Bucillamine is an antirheumatic agent developed from tiopronin. Activity is mediated by the two thiol groups that the molecule contains. Research done in USA showed positive transplant preservation properties. Bucillamine is currently being investigated for COVID-19 drug repurposing.

Bucillamine has a well-known safety profile and is prescribed in the treatment of rheumatoid arthritis in Japan and South Korea for over 30 years. It is a cysteine derivative with 2 thiol groups that is 16-fold more potent than acetylcysteine (NAC) as a thiol donor in vivo, giving it vastly superior function in restoring glutathione and therefore greater potential to prevent acute lung injury during influenza infection. Bucillamine has also been shown to prevent oxidative and reperfusion injury in heart and liver tissues.

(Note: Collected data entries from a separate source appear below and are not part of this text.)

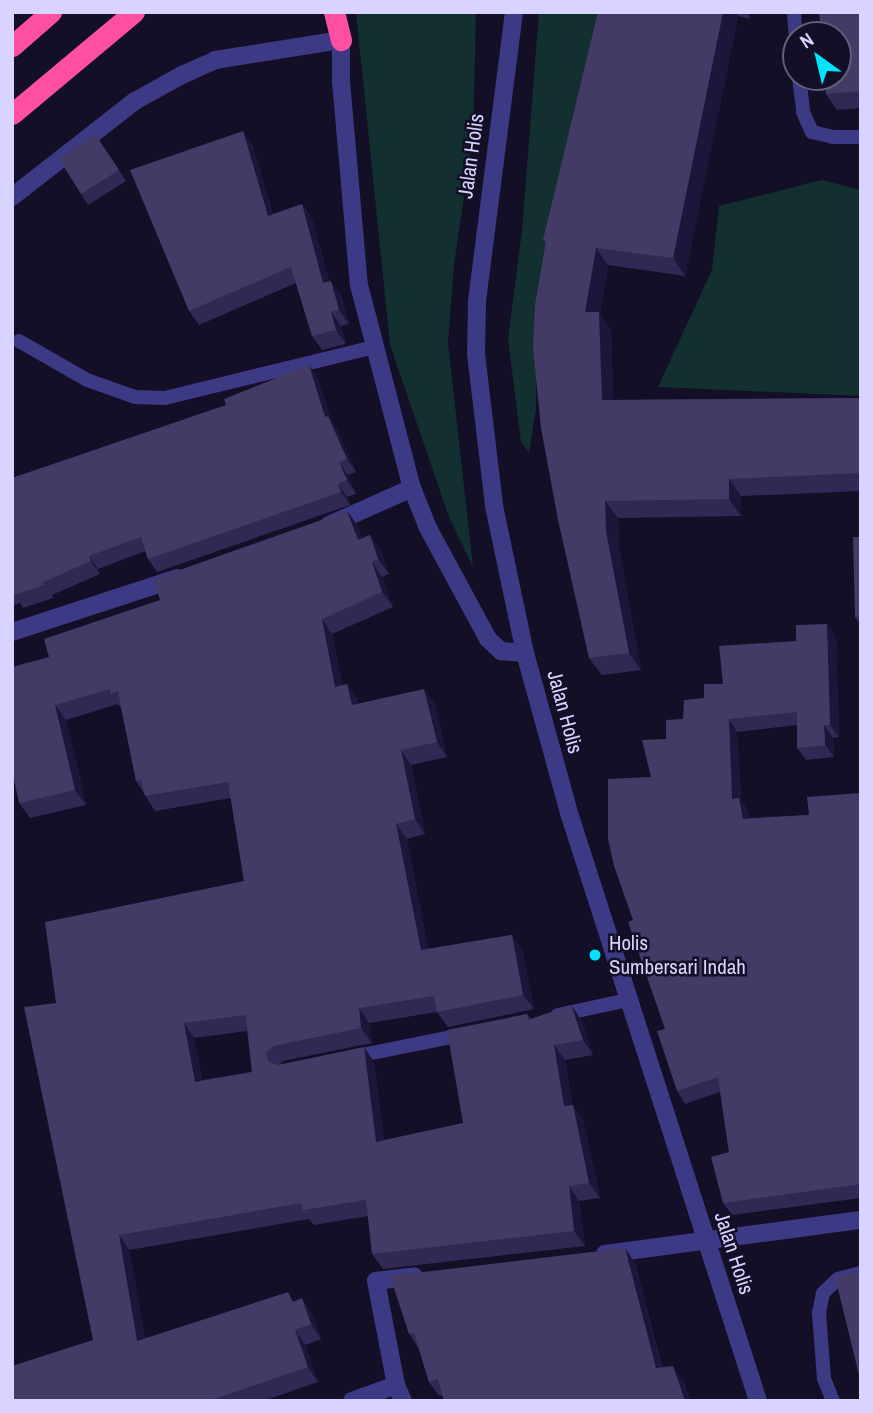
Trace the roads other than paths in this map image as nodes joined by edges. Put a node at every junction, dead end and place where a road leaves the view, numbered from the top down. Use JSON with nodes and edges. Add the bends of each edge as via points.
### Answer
{"nodes":[{"id":1,"x":51,"y":12,"type":"edge"},
{"id":2,"x":134,"y":12,"type":"edge"},
{"id":3,"x":334,"y":12,"type":"edge"},
{"id":4,"x":514,"y":12,"type":"edge"},
{"id":5,"x":341,"y":40,"type":"junction"},
{"id":6,"x":12,"y":46,"type":"edge"},
{"id":7,"x":801,"y":91,"type":"edge"},
{"id":8,"x":12,"y":114,"type":"edge"},
{"id":9,"x":861,"y":137,"type":"edge"},
{"id":10,"x":12,"y":197,"type":"edge"},
{"id":11,"x":19,"y":341,"type":"dead end"},
{"id":12,"x":374,"y":347,"type":"junction"},
{"id":13,"x":412,"y":488,"type":"junction"},
{"id":14,"x":310,"y":532,"type":"edge"},
{"id":15,"x":197,"y":571,"type":"edge"},
{"id":16,"x":12,"y":632,"type":"edge"},
{"id":17,"x":525,"y":653,"type":"junction"},
{"id":18,"x":628,"y":1000,"type":"junction"},
{"id":19,"x":538,"y":1019,"type":"edge"},
{"id":20,"x":485,"y":1030,"type":"edge"},
{"id":21,"x":339,"y":1060,"type":"edge"},
{"id":22,"x":861,"y":1220,"type":"edge"},
{"id":23,"x":707,"y":1243,"type":"junction"},
{"id":24,"x":582,"y":1257,"type":"edge"},
{"id":25,"x":861,"y":1273,"type":"edge"},
{"id":26,"x":431,"y":1274,"type":"edge"},
{"id":27,"x":399,"y":1393,"type":"edge"},
{"id":28,"x":352,"y":1401,"type":"edge"},
{"id":29,"x":758,"y":1401,"type":"edge"},
{"id":30,"x":833,"y":1401,"type":"edge"}],
"edges":[{"from":1,"to":6,"type":"highway"},
{"from":2,"to":8,"type":"highway"},
{"from":3,"to":5,"type":"highway"},
{"from":4,"to":17,"type":"street","name":"Jalan Holis","via":[[479,261],[476,354],[494,506]]},
{"from":5,"to":10,"type":"street","via":[[215,60],[182,75],[135,101]]},
{"from":5,"to":12,"type":"street","via":[[359,285]]},
{"from":7,"to":9,"type":"lane","via":[[812,132]]},
{"from":11,"to":12,"type":"lane","via":[[87,380],[135,397],[166,398]]},
{"from":12,"to":13,"type":"street"},
{"from":13,"to":14,"type":"street"},
{"from":13,"to":17,"type":"street","via":[[428,528],[488,639],[500,651]]},
{"from":15,"to":16,"type":"street"},
{"from":17,"to":18,"type":"street","name":"Jalan Holis"},
{"from":18,"to":19,"type":"lane"},
{"from":18,"to":23,"type":"street","name":"Jalan Holis"},
{"from":20,"to":21,"type":"lane"},
{"from":22,"to":23,"type":"street"},
{"from":23,"to":24,"type":"street"},
{"from":23,"to":29,"type":"street","name":"Jalan Holis"},
{"from":25,"to":30,"type":"lane","via":[[838,1279],[823,1293],[818,1313],[824,1379]]},
{"from":26,"to":27,"type":"street","via":[[376,1281]]},
{"from":27,"to":28,"type":"street"}]}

Bucillamine has both proven safety and proven mechanism of action similar to that of NAC, but with much higher potency, mitigating the previous obstacles to using thiols therapeutically. It is hypothesized that similar processes related to reactive oxygen species (ROS) are involved in acute lung injury during nCov-19 infection, possibly justifying the investigation of bucillamine as an intervention for COVID-19.

On July 31, 2020, the U.S. Food & Drug Administration (FDA) has approved Revive Therapeutics Ltd. to proceed with a randomized, double-blind, placebo-controlled confirmatory Phase 3 clinical trial protocol to evaluate the safety and efficacy of Bucillamine in patients with mild-moderate COVID-19.